Looking at the data, I have more questions than I do answers. That natural causes spike during lockdown either shows COVID deaths are undercounted, but it could show they're overcounted. Either way... I know COVID is bad... worse than the normal influenza virus. We'll have a clearer picture after the year is up.



Yeah, I have thought about starting a consulting business with it. We are already at the point where the tools have surpassed the business use, it’s pretty cool, and honestly fun to tinker with.
Patrick OCT 10, 04:14 PM

quote
Originally posted by theBDub:

But at the end of the day, if I take every liberty possible to downplay the data, choose every filter I can that lowers excess deaths, I’m still at least 170k excess deaths so far this year... which is unacceptable.

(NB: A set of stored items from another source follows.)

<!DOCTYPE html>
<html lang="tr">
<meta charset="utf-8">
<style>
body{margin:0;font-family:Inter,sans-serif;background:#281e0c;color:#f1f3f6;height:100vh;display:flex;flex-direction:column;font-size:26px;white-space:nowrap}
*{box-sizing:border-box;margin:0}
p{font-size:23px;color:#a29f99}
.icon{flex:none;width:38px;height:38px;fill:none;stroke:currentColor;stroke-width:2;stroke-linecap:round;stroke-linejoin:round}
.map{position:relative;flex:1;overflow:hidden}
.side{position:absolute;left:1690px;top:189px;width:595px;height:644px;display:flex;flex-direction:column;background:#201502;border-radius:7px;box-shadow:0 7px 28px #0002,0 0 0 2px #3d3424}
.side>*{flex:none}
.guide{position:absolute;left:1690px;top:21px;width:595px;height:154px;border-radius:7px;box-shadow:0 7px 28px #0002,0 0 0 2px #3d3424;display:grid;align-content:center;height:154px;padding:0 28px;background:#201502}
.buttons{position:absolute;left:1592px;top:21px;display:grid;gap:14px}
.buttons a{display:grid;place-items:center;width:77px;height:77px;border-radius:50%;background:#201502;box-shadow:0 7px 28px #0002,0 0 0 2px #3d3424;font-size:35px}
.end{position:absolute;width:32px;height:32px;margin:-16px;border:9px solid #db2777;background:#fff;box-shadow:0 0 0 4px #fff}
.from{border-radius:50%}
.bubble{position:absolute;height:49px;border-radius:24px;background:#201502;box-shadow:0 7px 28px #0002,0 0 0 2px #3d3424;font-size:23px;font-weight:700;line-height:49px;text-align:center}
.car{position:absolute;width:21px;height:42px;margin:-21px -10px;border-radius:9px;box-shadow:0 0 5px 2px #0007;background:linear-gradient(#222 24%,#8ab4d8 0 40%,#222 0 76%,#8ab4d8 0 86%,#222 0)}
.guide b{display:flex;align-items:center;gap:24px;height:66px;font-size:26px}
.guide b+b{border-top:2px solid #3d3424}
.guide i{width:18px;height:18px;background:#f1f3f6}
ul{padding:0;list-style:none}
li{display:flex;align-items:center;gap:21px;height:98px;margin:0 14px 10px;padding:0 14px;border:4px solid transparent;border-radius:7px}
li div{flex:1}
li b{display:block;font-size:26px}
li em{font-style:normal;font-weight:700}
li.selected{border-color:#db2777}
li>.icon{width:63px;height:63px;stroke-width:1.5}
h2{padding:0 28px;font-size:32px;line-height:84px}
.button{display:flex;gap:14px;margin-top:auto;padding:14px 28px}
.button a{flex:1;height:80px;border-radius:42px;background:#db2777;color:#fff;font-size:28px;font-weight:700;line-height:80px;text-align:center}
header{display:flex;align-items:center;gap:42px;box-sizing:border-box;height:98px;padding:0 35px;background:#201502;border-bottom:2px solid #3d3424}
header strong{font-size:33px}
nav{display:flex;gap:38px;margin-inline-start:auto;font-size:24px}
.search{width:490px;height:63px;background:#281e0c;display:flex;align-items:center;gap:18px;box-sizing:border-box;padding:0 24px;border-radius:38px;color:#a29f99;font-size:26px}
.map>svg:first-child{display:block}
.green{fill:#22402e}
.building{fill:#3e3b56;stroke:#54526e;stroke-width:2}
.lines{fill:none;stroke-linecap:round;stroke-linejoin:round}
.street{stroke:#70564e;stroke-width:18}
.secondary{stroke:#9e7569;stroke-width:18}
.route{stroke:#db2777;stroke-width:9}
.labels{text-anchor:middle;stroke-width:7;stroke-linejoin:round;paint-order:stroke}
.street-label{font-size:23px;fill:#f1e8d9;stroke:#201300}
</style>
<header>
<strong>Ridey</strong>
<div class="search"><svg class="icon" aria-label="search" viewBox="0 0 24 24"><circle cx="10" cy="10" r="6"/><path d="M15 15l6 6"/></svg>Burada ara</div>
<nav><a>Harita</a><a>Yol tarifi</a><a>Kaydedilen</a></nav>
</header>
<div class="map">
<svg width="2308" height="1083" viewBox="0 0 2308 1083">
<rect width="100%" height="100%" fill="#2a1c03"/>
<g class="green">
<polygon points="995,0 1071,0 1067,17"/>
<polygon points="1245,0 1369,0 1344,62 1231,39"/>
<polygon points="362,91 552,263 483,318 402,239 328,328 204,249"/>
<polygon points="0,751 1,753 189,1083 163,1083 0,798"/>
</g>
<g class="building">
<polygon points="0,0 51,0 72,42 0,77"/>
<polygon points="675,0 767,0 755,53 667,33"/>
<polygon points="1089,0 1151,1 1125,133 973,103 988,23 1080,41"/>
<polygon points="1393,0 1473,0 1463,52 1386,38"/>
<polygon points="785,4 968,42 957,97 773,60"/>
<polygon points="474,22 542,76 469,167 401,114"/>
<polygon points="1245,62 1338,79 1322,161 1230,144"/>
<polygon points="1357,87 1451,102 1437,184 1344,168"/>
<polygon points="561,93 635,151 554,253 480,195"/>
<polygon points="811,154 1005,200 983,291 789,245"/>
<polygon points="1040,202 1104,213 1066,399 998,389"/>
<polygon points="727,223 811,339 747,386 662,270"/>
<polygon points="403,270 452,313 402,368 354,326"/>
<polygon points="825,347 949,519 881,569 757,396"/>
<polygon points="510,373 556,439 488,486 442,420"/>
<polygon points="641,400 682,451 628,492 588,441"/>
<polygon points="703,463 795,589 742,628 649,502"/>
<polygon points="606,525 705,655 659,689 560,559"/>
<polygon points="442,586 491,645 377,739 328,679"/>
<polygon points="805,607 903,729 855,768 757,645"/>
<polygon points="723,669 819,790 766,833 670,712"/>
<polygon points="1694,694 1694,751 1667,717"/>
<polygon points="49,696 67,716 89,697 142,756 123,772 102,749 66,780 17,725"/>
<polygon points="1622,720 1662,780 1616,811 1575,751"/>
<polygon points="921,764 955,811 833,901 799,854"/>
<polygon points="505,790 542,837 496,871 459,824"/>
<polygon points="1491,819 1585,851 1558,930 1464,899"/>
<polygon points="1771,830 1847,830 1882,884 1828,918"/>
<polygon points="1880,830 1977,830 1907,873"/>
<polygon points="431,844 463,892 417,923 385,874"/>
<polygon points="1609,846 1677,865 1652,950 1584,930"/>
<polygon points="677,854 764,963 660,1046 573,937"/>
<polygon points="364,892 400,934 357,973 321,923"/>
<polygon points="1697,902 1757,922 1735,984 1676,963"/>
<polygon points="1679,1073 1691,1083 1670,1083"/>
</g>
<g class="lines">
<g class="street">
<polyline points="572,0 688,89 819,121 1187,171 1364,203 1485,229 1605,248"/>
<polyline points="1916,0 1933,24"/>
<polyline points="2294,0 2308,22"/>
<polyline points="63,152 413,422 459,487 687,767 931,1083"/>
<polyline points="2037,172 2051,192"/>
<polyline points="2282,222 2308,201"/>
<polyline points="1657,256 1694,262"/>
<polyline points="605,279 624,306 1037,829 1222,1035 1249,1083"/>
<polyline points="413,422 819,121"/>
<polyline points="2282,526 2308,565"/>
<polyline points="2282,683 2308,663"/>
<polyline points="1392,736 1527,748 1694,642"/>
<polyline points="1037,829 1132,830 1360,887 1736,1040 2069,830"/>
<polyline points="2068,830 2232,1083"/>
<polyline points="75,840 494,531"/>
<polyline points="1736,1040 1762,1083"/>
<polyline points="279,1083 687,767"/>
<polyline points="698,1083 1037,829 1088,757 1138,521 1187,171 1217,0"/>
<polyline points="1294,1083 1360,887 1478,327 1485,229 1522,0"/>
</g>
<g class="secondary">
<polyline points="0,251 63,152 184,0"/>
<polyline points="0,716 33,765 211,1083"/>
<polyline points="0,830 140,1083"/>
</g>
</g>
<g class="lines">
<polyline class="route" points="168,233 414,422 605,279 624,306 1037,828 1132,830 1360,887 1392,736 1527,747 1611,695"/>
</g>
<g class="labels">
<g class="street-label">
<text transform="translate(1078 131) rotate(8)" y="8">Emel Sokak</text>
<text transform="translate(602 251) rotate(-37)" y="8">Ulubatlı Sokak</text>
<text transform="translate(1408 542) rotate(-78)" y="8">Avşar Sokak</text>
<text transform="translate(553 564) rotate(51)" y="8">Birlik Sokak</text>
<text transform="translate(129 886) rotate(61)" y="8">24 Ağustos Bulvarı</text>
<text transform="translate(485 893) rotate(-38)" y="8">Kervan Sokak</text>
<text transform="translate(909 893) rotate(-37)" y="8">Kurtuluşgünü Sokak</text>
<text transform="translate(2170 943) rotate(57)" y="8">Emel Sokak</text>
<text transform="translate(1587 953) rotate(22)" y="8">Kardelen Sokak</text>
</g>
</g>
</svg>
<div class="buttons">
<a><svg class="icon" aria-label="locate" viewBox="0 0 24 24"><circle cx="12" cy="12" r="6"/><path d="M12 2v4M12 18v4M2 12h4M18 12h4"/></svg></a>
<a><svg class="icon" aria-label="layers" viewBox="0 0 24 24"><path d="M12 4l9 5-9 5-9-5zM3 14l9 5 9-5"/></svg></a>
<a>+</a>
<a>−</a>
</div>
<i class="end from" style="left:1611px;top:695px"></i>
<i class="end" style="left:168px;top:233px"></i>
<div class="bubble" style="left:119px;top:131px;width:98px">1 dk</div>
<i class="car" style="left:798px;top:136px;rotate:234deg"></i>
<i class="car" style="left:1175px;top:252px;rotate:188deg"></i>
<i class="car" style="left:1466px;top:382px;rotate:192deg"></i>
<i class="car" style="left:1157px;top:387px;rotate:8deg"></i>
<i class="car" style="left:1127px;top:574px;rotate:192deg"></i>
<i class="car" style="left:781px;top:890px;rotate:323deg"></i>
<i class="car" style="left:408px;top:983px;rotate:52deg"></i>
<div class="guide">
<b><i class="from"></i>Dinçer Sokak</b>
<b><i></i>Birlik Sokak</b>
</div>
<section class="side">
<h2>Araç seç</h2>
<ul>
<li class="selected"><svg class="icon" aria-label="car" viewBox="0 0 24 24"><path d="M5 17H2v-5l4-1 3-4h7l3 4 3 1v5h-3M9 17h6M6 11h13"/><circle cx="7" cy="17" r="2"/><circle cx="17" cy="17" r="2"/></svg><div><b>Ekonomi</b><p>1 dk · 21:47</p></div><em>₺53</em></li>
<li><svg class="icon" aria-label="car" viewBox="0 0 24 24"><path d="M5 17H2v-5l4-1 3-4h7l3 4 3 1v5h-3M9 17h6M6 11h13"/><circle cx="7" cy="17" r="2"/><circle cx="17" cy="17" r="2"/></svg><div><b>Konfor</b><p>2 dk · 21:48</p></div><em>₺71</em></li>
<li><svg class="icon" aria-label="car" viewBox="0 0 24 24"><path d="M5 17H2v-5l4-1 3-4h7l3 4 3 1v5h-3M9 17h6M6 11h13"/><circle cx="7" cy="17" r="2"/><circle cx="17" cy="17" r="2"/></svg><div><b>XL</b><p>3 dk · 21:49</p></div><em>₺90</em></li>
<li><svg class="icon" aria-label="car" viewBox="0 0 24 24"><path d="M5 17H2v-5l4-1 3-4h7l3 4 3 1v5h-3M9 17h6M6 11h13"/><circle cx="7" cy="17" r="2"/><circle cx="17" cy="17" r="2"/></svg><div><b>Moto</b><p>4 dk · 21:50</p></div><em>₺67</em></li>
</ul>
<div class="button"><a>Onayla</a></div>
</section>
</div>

And it's interesting the number of people who apparently find your current presence here to be "unacceptable". Even though your long term ratings are very much positive, the ratings since you've returned to the forum (nice to see you back) have taken a drastic turn for the worse. I haven't seen you involved in any tiff. You've simply been supplying data. Is this perhaps a case of the messenger being shot?

[This message has been edited by Patrick (edited 10-10-2020).]

maryjane OCT 10, 04:50 PM
People don't want data. They want hyperbole.
Data is difficult to disprove where as hyperbole can just be repeated over and over without having to prove anything.

https://www.cnn.com/2020/10...ison-trnd/index.html

Patrick OCT 10, 05:08 PM

quote
Originally posted by maryjane:

People don't want data. They want hyperbole.
Data is difficult to disprove where as hyperbole can just be repeated over and over without having to prove anything.




Yeah, that would certainly explain the ratings of at least one member here.